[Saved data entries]
-- Opening Marker --

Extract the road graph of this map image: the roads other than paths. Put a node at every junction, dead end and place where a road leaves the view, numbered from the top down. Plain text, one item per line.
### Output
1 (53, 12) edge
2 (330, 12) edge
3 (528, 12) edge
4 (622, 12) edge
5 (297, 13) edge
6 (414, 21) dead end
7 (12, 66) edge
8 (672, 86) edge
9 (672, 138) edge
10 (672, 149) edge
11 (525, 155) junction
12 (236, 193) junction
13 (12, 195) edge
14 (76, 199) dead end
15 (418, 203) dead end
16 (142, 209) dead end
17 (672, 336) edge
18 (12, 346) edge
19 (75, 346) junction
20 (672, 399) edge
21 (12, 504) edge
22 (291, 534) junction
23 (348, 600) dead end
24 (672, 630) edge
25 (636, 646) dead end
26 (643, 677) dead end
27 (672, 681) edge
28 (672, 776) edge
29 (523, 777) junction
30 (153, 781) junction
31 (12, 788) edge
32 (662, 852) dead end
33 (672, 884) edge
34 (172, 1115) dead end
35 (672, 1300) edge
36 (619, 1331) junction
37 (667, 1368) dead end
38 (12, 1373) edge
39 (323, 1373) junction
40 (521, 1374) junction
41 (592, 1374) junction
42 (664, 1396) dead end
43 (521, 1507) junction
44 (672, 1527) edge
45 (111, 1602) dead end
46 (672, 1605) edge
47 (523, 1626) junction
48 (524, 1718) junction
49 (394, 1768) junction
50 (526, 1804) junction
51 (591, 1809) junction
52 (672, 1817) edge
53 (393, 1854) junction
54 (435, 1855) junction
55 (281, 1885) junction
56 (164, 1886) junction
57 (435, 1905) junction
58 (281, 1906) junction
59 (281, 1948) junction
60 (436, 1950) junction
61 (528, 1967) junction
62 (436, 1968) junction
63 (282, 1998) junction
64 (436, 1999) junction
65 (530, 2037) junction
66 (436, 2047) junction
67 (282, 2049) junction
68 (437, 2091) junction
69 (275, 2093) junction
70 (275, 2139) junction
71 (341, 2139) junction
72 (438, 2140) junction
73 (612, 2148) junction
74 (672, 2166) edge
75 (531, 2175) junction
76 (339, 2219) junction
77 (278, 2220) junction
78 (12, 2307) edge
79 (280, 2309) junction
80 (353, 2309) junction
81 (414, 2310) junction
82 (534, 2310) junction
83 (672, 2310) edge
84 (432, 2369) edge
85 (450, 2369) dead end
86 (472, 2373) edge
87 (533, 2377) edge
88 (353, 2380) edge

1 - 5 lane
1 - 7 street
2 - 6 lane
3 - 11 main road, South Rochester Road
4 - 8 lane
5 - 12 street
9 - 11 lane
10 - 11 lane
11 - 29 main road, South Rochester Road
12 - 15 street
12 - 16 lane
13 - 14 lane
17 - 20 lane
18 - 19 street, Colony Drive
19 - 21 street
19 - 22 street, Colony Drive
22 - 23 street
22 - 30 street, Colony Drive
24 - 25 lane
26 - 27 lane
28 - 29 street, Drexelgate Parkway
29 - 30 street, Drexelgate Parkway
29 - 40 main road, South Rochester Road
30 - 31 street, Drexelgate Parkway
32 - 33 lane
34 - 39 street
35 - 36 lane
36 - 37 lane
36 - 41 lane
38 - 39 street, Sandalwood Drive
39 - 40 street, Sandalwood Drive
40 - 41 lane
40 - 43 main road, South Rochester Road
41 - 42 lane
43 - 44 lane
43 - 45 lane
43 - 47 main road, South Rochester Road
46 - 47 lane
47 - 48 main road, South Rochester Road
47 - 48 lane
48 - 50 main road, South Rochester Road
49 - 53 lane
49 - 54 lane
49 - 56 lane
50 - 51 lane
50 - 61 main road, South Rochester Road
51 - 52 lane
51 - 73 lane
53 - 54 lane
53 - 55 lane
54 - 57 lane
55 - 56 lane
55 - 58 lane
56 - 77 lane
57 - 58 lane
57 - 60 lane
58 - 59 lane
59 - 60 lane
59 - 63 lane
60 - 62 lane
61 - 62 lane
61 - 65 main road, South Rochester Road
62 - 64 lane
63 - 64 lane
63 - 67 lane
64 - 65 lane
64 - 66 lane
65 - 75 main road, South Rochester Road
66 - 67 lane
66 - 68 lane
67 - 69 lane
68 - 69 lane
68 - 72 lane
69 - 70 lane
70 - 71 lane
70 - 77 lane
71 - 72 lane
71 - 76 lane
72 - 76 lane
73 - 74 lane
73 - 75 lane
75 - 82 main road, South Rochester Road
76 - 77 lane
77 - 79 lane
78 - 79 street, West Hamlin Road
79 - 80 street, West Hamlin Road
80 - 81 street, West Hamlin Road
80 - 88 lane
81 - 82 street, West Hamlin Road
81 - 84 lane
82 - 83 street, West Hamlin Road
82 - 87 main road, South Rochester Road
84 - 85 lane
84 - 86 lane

-- Closing Marker --

ACTIVITY: Each line of the data that holds "Colony" should be copied.

WRITTEN SOLUTION:
18 - 19 street, Colony Drive
19 - 22 street, Colony Drive
22 - 30 street, Colony Drive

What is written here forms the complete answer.